Als je de angst voor de dood deels weghaalt met de boodschap dat er een bijzondere plek voor de persoon is ingeruimd in het hiernamaals, dan beheers je de zielenrust van die persoon. Zo’n persoon is bereid om naar jouw regels te leven, want je biedt hoop en een plek. Ondanks dat ik misdienaar ben geweest heb ik niet zo veel op met kerken. Toen niet en nu niet. Ik vind ze als gebouw mooi, dat wel, maar het zijn instituten die door mensen zijn gecreëerd om andere mensen mee te beheersen. Een wereld van met hun geaardheid worstelende lieden, op zoek naar zwakkeren in de samenleving. Hun bestaan is gebaseerd op het beheersen van de geest van een ander. En het werkt. Meestal veranderen grote naarlingen aan het einde van hun leven in vrome christenen, vrome moslims of vrome Joden. Eerst verpesten ze jarenlang het leven van anderen en aan het einde van hun leven rennen ze snel een kerk, moskee of synagoge binnen, vouwen hun handen en bidden: “Heer ik heb gezondigd”. Na het prevelen van wat gebeden gaan ze daarna met een schoon geweten, vroom op weg naar de dood.

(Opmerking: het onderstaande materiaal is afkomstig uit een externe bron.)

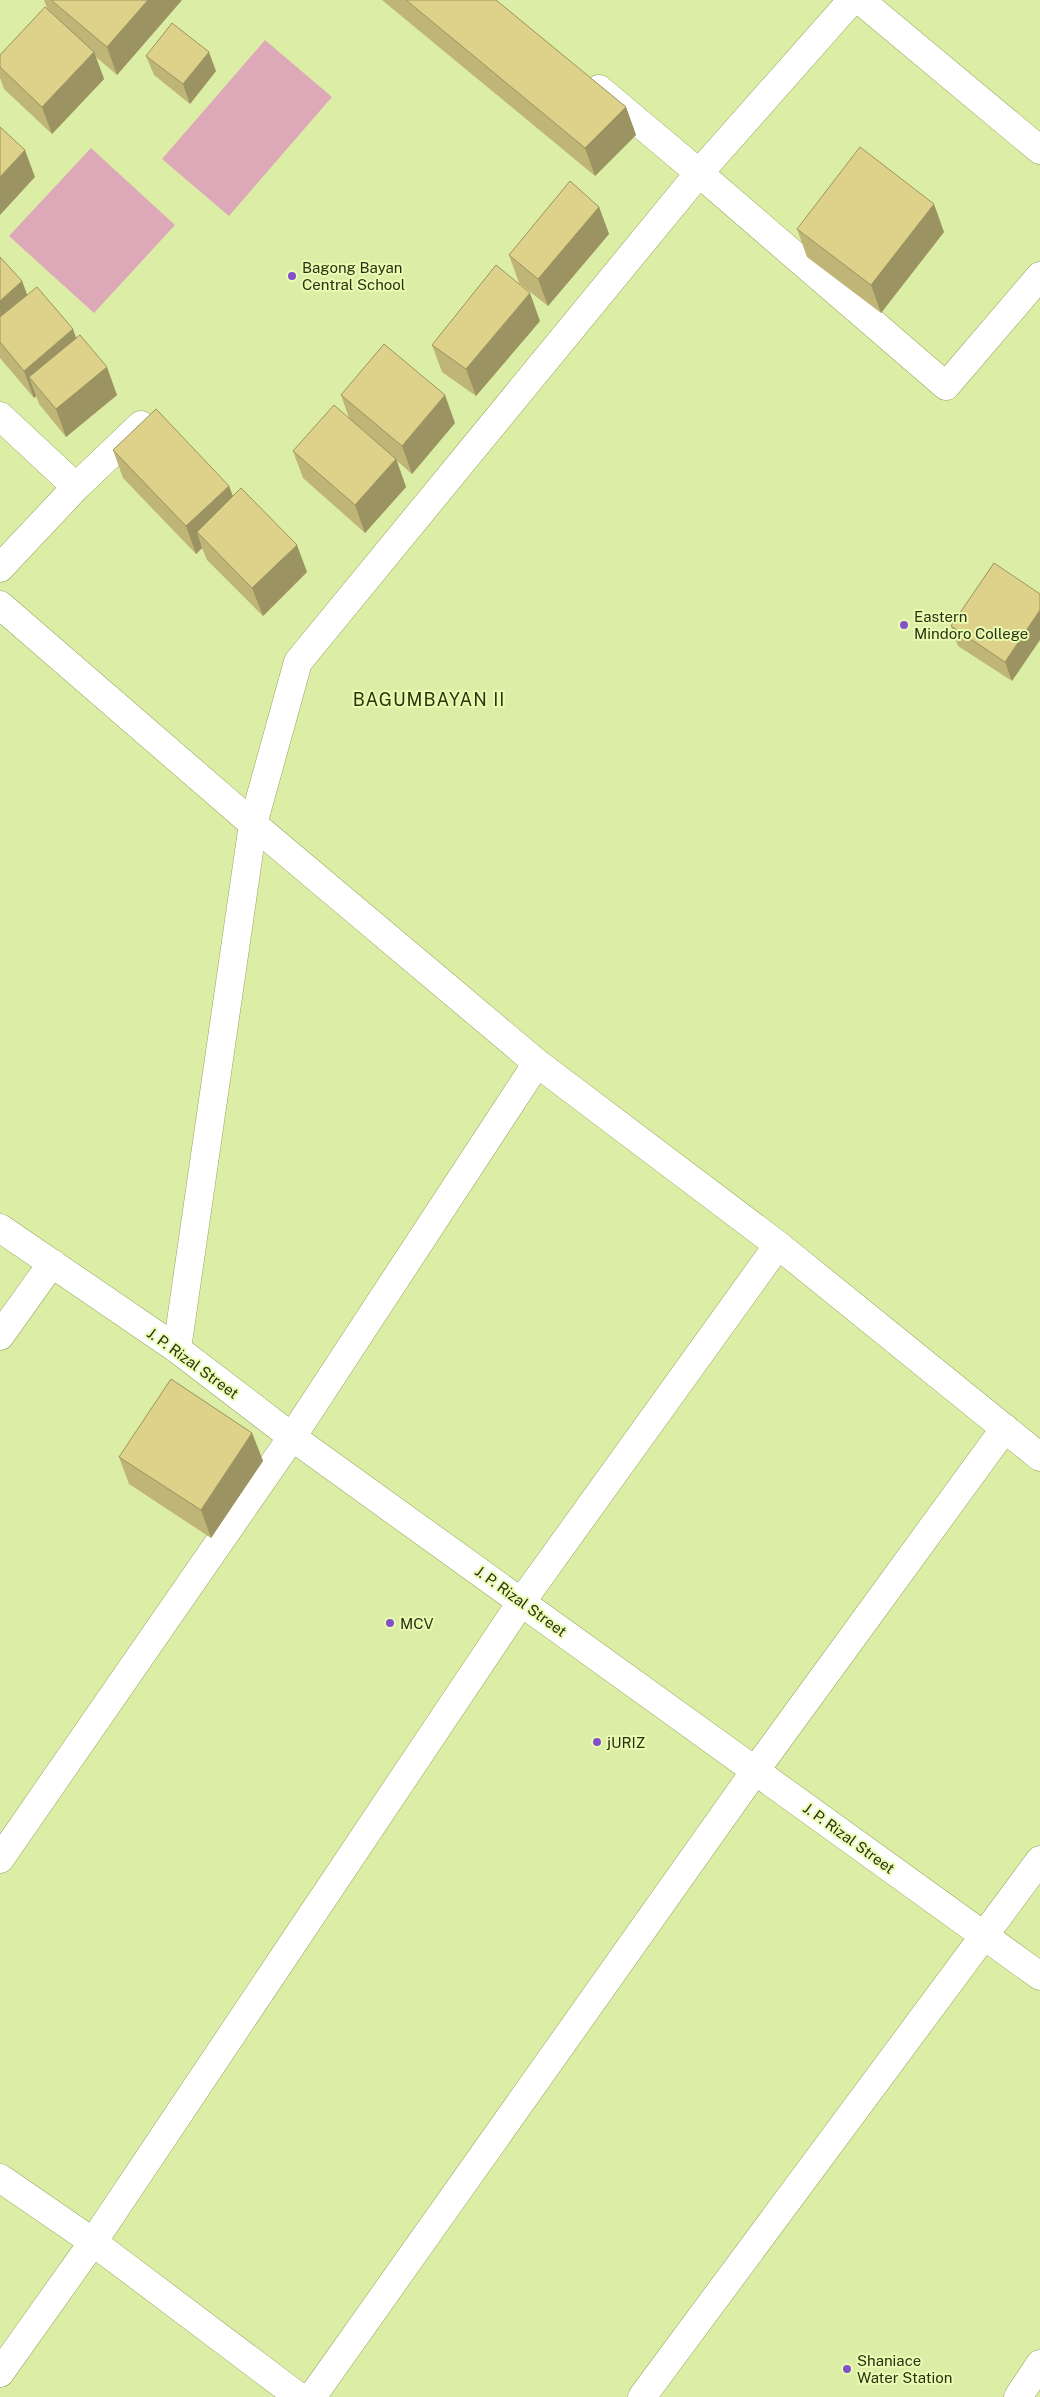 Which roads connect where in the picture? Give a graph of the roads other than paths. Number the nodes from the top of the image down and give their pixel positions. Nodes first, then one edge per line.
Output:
1 (852, 0) edge
2 (860, 0) edge
3 (577, 70) edge
4 (1040, 150) edge
5 (699, 173) junction
6 (1040, 276) edge
7 (156, 412) edge
8 (0, 416) edge
9 (76, 487) junction
10 (0, 568) edge
11 (0, 605) edge
12 (254, 824) junction
13 (537, 1063) junction
14 (0, 1228) edge
15 (778, 1245) junction
16 (52, 1263) junction
17 (0, 1336) edge
18 (177, 1350) junction
19 (1005, 1428) junction
20 (292, 1437) junction
21 (1040, 1457) edge
22 (522, 1601) junction
23 (755, 1771) junction
24 (0, 1859) edge
25 (1040, 1860) edge
26 (985, 1936) junction
27 (1040, 1976) edge
28 (0, 2178) edge
29 (93, 2242) junction
30 (1040, 2364) edge
31 (0, 2373) edge
32 (299, 2397) edge
33 (312, 2397) edge
34 (642, 2397) edge
35 (1018, 2397) edge

1 - 5 street
2 - 4 street
3 - 5 street
5 - 6 street
5 - 12 street
7 - 9 street
8 - 9 street
9 - 10 street
11 - 12 street
12 - 13 street
12 - 18 street
13 - 15 street
13 - 20 street
14 - 16 street, J. P. Rizal Street
15 - 19 street
15 - 22 street
16 - 17 street
16 - 18 street, J. P. Rizal Street
18 - 20 street, J. P. Rizal Street
19 - 21 street
19 - 23 street
20 - 22 street, J. P. Rizal Street
20 - 24 street
22 - 23 street, J. P. Rizal Street
22 - 29 street
23 - 26 street, J. P. Rizal Street
23 - 33 street
25 - 26 street
26 - 27 street, J. P. Rizal Street
26 - 34 street
28 - 29 street
29 - 31 street
29 - 32 street
30 - 35 street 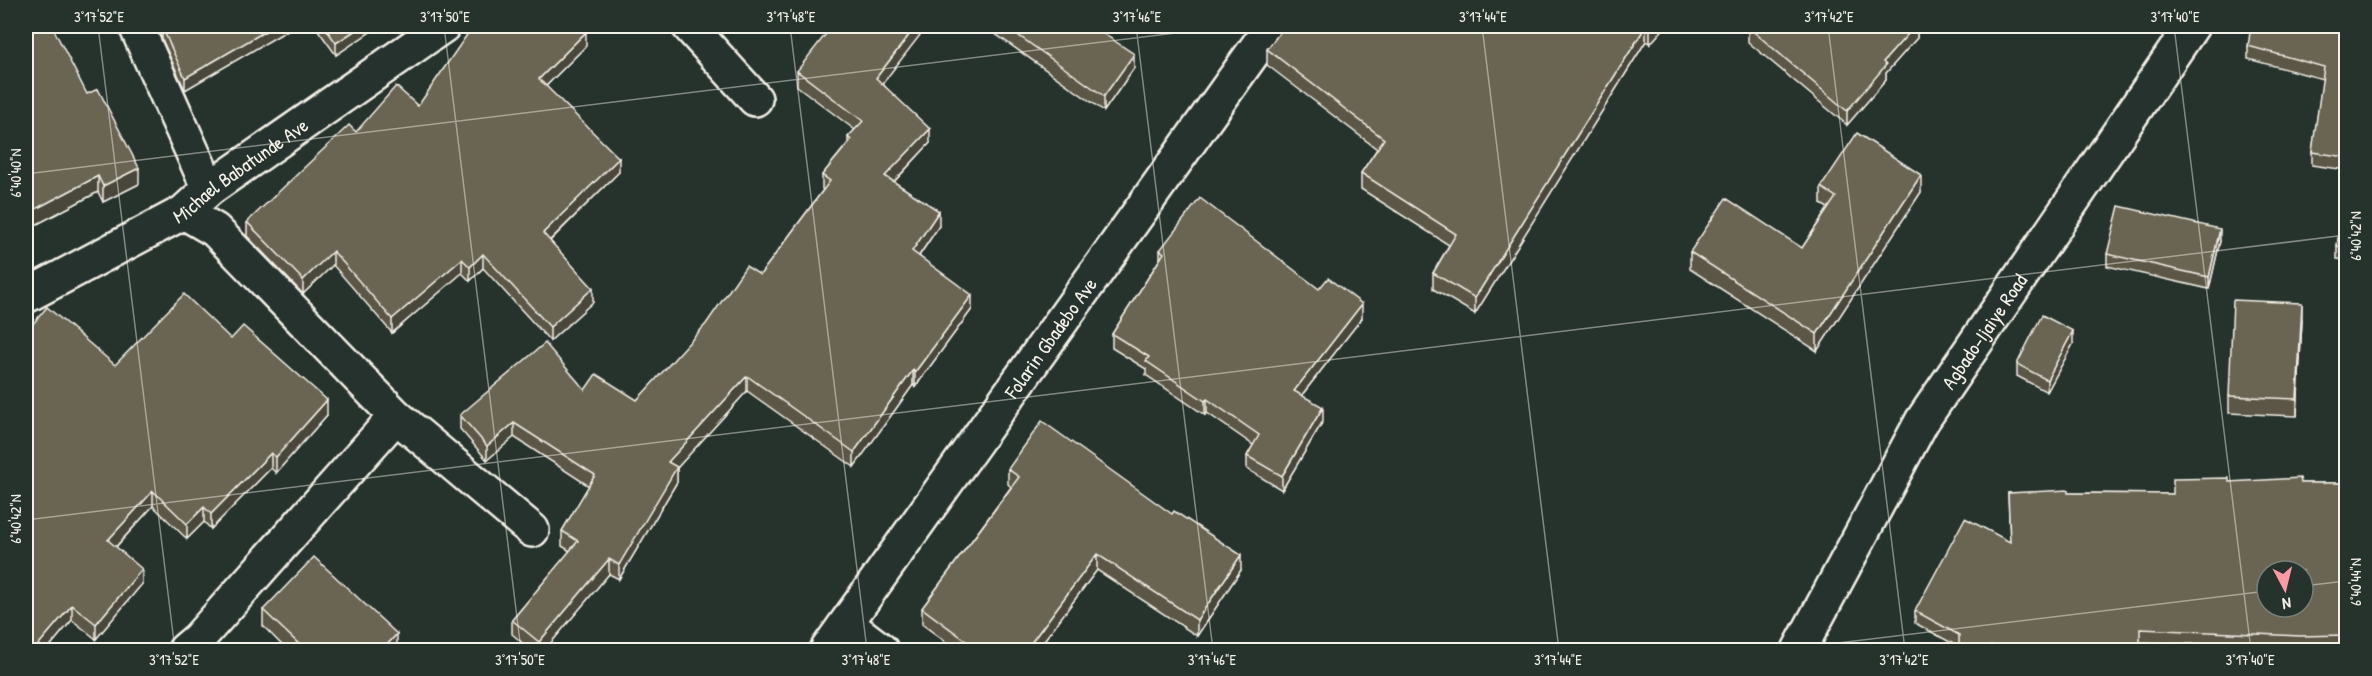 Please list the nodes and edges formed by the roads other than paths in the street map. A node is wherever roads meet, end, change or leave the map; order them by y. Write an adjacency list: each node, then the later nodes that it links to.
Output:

Al heel lang geleden (ongeveer dus in de tijd dat ik misdienaar was) geloofde ik in het bestaan van een parallelle wereld. Een wereld zoals wij die kennen, maar dan ontdaan van een aantal dimensies. Het ontbreken van die dimensies zorgt er dan voor dat wij die parallelle wereld in het algemeen niet kunnen zien, horen en voelen. Het is een wereld opgebouwd uit energie waarin we overgaan na onze dood. Ik vond het toen een geruststellende gedachte en ik vind dat nog steeds. Ondanks dat de straffende hand ontbreekt van een God zoals ons die door ‘de kerken’ wordt geschetst, zal een transitie naar de parallelle wereld niet gladjes verlopen voor met negatieve energie geladen mensen of zullen we ze dan entiteiten noemen. In die zin voel ik me wel veilig in zo’n hiernamaals. Ik geloof er ‘heilig’ in dat er veel meer goede (positieve) dan slechte (negatieve) mensen op deze aardkloot rondlopen en dat een leven ‘bij het afrekenen’ ook in positieve en negatieve energie vertaald wordt wanneer de mens z’n tastbare afwerpt; ergo wanneer hij of zij sterft.

CERN is er pas geleden in geslaagd om zestien (!) minuten lang anti-materie vast te houden. Het lukte hen om met gebruik van magnetisme materie en anti-materie uit elkaar te houden en daardoor anti-materie zichtbaar te maken. Het is ze gelukt om een kijkje te nemen in het hiernamaals, aan gene zijde en ze hebben mij het goede gevoel gegeven dat ik al lang geleden juist redeneerde. Er is geen door een man met een ruige witte baard gecontroleerde hemel en hel. Er is een parallelle wereld bestaande uit anti-materie. Sterker nog: Er zijn twee parallelle werelden. Eén geladen met positieve energie en één geladen met negatieve energie. En er is maar één criterium waaraan iemand moet voldoen om in één van de twee parallelle werelden terecht te komen. De energie die je het gehele leven hebt opgebouwd bepaalt je plaats. Positief opgebouwde energie krijgt zijn plek in de ene parallelle wereld en negatief opgebouwde energie in de andere. Positief geladen anti-materie en negatief geladen anti-materie wordt keurig door een magnetische muur van elkaar gescheiden, zoals CERN heeft bewezen via het door middel van magnetisme gescheiden houden van materie en anti-materie. Noem het toch maar de hemel en de hel; het is mij eigenlijk om het even. P. Jansen, de Farizeeër, zal ik na onze dood nooit meer tegenkomen. Een grote magnetische muur zal onze tegengesteld gepoolde anti-materie werelden gescheiden houden. Een geruststellende gedachte. Ik weet niet wie of wat ik hiervoor moet bedanken. Of weet ik dat wel?